On September 18, Iran’s Foreign Ministry Spokesman Ramin Mehmanparast had also slammed the killing of 15 Muslim protesters in Kashmir who were outraged by desecration of the Holy Qur’an in the US. He had said that countering such reactions could be interpreted as supporting acts of sacrilege.
These comments also invited a strong diplomatic protest in New Delhi in September as it not only banned the Iranian channel Press TV that had shown visuals of burning of holy Quran, but also summoned Iranian envoy to lodge protest.
India then affirmed that law and order in Jammu and Kashmir was an internal matter and Iran had no right to interfere or comment on these issues.
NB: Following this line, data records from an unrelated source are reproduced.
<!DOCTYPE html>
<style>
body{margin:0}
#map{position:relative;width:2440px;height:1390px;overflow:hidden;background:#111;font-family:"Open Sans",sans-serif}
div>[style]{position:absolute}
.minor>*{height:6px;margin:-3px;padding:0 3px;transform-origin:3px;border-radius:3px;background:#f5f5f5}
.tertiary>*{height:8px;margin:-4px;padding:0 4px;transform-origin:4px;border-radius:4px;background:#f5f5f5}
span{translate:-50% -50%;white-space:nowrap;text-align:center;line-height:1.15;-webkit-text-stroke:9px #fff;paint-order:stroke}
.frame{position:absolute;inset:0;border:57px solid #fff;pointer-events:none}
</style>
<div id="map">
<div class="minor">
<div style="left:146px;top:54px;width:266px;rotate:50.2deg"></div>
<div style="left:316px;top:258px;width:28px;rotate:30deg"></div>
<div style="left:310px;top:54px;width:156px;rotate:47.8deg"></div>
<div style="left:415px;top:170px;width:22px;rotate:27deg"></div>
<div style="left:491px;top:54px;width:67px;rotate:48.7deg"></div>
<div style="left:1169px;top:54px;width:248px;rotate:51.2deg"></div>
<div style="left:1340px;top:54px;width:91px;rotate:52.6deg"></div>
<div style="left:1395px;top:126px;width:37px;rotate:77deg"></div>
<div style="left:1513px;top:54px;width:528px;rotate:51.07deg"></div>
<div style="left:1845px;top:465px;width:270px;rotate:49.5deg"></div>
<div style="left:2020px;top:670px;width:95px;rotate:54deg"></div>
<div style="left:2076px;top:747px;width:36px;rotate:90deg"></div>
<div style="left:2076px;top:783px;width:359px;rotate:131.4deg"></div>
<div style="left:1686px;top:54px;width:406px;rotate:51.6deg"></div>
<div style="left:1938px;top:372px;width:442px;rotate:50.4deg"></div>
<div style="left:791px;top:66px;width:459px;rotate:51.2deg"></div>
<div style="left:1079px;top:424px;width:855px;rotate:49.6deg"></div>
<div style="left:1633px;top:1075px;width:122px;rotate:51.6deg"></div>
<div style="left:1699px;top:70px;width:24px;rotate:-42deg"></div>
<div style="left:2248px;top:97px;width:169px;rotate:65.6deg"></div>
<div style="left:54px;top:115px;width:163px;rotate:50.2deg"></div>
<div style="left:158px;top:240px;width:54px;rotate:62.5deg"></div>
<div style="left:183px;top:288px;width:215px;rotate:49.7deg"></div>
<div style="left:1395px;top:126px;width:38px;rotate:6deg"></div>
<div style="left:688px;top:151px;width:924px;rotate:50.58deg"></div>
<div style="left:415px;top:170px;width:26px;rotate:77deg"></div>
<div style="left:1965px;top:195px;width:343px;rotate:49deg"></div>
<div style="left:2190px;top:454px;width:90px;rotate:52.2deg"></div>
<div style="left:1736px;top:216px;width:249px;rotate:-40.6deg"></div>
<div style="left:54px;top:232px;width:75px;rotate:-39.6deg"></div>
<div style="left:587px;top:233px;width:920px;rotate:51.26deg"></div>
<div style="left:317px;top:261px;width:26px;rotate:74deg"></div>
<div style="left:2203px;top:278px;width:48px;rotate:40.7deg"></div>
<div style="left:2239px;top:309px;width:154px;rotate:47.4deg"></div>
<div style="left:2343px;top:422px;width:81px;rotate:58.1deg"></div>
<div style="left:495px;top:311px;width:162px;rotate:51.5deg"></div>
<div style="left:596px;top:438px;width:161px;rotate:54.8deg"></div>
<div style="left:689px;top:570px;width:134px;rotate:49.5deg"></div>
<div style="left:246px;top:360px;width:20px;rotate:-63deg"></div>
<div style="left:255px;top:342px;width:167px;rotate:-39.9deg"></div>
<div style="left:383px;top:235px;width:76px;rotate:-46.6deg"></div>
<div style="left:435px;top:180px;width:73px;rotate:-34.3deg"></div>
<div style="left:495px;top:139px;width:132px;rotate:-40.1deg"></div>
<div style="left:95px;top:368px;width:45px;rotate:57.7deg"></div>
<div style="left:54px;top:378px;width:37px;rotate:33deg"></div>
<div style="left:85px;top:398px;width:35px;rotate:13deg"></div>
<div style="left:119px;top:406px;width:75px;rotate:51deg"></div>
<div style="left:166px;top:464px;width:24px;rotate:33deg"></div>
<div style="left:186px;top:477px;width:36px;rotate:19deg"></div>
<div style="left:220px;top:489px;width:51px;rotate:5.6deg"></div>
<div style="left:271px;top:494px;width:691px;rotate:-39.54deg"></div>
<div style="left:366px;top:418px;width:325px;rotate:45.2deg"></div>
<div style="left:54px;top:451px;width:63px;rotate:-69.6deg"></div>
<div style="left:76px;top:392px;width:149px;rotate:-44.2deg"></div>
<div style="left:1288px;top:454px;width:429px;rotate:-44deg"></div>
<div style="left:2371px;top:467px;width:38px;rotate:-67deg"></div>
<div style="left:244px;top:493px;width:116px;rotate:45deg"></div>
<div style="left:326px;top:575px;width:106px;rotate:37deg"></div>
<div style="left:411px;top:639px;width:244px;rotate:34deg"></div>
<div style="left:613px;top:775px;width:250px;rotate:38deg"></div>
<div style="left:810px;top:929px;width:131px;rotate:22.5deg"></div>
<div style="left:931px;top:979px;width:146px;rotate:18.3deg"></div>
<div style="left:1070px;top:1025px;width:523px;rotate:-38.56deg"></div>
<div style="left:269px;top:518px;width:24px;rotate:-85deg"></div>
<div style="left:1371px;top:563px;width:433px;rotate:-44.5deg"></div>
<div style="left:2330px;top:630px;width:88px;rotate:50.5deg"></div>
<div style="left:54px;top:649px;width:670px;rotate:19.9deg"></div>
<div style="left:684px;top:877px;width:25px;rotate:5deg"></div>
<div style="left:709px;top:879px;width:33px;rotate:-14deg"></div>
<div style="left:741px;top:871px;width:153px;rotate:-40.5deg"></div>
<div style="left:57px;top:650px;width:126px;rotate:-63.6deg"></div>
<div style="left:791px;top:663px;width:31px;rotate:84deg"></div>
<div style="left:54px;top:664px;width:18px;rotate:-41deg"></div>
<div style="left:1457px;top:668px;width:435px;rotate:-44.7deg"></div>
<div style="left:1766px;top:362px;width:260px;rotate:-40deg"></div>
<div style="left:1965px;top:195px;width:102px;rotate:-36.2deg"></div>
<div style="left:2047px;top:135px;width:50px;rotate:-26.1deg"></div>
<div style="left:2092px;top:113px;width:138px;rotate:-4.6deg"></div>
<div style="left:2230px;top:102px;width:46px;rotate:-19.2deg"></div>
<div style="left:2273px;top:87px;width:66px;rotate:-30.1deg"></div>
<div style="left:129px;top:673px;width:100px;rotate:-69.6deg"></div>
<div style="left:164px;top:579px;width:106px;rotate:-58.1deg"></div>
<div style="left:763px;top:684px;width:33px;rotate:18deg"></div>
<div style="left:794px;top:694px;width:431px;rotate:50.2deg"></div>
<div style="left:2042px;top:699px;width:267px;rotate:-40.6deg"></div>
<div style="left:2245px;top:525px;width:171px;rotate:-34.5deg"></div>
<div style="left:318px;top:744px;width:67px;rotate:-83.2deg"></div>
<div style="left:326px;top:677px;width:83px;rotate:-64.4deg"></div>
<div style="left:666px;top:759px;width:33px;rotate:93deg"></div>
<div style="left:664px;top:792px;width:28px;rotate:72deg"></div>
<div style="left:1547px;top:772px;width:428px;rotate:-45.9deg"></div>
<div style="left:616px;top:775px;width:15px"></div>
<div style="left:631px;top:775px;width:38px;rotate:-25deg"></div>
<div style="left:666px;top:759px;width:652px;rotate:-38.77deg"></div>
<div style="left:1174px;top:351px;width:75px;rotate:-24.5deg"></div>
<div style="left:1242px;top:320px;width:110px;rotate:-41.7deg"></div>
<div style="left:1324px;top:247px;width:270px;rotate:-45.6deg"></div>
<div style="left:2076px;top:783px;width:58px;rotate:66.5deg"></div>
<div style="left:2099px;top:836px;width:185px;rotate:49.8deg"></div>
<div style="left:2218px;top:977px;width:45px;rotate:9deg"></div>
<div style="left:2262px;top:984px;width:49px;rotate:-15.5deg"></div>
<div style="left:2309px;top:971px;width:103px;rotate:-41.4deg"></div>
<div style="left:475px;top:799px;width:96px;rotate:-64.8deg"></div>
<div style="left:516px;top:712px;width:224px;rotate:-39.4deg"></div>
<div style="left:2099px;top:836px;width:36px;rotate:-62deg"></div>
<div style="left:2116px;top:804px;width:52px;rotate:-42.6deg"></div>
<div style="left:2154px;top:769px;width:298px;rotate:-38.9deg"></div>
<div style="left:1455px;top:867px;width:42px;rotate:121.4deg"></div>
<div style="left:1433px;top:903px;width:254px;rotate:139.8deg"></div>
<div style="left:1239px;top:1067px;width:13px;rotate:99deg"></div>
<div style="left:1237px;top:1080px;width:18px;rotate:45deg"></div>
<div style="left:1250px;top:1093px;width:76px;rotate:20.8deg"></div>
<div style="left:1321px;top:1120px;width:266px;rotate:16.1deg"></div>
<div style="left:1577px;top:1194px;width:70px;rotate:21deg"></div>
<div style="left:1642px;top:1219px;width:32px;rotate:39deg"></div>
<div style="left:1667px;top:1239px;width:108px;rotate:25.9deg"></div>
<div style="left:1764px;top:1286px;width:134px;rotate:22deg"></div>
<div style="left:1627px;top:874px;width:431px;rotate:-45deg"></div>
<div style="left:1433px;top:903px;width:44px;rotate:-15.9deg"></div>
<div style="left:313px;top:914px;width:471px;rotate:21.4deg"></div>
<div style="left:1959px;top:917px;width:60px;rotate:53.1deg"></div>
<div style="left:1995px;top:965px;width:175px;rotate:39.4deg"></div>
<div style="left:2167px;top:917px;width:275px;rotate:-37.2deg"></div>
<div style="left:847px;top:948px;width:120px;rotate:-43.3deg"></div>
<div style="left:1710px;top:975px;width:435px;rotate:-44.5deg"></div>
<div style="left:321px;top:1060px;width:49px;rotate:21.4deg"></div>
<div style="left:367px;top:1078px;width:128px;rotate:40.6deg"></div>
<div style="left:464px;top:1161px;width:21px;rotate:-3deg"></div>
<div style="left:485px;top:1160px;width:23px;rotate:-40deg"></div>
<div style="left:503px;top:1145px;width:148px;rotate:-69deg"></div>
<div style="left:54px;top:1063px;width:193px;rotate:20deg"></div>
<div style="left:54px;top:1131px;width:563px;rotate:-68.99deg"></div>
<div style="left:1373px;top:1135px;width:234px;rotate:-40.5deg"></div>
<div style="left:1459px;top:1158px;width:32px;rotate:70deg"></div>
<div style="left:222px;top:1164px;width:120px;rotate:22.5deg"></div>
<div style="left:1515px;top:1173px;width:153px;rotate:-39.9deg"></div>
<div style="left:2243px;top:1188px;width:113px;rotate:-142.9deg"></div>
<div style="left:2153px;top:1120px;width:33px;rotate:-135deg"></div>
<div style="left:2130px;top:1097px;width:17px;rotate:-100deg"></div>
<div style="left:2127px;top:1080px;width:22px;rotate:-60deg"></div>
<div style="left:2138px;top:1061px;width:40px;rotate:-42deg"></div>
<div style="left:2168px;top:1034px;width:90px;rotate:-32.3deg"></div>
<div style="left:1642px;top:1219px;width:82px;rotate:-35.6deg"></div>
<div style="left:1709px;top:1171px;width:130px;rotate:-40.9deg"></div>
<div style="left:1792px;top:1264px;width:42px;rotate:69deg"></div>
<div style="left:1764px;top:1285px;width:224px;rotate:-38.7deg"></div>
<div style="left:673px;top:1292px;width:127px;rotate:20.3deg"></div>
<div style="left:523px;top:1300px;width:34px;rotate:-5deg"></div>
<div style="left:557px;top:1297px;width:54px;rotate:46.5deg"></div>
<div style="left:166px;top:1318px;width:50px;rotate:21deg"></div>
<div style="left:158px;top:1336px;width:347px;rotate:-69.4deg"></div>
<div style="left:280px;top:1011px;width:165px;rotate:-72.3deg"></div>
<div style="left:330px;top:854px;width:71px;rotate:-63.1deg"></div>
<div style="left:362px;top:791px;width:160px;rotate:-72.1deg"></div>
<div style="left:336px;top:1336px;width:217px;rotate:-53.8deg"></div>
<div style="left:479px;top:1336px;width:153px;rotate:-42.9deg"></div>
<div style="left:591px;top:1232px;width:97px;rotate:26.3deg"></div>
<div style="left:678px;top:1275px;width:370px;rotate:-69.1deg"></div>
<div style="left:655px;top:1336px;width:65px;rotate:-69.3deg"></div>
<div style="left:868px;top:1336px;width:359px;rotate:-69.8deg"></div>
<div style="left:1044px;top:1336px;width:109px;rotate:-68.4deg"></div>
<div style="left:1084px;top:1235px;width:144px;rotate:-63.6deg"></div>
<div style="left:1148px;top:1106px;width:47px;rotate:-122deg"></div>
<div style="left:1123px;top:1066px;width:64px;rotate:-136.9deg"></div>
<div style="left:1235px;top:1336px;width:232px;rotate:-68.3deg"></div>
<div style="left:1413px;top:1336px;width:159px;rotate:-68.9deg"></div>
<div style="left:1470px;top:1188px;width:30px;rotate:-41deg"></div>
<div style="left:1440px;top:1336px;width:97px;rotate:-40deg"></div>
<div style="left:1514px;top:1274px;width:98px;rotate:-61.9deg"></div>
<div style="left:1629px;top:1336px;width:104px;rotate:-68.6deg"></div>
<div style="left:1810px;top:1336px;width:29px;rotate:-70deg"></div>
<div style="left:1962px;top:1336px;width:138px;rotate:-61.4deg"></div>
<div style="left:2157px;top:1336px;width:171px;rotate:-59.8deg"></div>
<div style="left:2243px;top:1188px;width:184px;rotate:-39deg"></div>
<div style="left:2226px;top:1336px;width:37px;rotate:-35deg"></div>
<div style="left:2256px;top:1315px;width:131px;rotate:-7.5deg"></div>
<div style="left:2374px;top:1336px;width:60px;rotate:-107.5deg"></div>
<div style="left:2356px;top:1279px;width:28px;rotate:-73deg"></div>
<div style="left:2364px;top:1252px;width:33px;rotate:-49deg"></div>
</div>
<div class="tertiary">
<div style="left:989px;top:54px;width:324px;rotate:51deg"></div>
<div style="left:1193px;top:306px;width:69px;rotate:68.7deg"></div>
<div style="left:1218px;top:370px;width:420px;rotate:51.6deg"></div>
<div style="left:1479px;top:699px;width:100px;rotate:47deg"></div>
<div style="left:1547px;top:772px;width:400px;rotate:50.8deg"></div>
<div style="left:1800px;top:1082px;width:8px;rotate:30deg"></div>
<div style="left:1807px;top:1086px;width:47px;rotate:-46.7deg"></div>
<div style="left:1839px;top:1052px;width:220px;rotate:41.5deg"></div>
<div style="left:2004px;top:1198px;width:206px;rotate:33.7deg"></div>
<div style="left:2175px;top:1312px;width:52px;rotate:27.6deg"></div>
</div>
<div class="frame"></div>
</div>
More so, officials here say, Press TV allegedly showed clips that were “unverified.”
A Kashmiri Shia intellectual Ghulam Ali Gulzar says Khamenei’s love for Kashmir was not new. “He loves Kashmir. At every Friday prayer in Tehran University, whenever there is talk about Palestine, Kashmir is also mentioned and prayers offered,” he said while expressing surprise over India’s over-reaction to his latest remark.